** WHAT YOU ARE ASKED TO DO **
Find every line of the records that has "АПРЕЛЯ" and return it.

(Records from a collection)
════

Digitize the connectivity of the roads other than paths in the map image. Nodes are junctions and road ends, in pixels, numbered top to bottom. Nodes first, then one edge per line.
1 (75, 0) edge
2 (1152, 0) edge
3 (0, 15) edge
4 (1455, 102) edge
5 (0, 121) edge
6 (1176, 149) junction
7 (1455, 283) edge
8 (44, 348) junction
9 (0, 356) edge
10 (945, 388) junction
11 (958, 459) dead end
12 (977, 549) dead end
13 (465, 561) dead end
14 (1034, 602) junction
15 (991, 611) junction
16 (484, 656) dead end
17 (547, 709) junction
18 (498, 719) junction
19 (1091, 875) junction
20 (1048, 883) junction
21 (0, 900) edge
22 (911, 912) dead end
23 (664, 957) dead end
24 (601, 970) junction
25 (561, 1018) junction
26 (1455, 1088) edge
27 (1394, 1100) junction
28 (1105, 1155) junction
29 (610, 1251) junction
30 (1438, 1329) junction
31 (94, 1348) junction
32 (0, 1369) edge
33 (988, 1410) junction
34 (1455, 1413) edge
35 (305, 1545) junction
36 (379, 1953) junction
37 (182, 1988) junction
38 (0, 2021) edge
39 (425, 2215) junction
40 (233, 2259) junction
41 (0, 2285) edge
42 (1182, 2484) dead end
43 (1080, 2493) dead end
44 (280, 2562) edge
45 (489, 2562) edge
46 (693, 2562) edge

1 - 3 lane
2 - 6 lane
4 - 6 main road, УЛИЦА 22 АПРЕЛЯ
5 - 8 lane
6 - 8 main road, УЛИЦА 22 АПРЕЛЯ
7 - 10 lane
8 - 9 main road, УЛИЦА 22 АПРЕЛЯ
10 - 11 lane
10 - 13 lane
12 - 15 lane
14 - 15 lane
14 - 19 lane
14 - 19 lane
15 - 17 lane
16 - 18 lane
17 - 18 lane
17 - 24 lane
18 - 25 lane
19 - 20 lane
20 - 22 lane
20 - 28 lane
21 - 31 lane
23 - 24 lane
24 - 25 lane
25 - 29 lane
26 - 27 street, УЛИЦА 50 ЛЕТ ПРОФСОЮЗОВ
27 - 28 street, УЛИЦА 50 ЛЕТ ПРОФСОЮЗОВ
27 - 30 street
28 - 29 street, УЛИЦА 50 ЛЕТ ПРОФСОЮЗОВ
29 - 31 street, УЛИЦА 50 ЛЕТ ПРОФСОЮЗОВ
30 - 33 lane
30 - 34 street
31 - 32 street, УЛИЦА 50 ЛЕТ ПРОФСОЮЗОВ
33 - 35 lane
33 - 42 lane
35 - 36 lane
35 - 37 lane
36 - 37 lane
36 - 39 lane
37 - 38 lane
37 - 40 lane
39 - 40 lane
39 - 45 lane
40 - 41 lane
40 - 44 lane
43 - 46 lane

════

** WRITTEN ANSWER **
4 - 6 main road, УЛИЦА 22 АПРЕЛЯ
6 - 8 main road, УЛИЦА 22 АПРЕЛЯ
8 - 9 main road, УЛИЦА 22 АПРЕЛЯ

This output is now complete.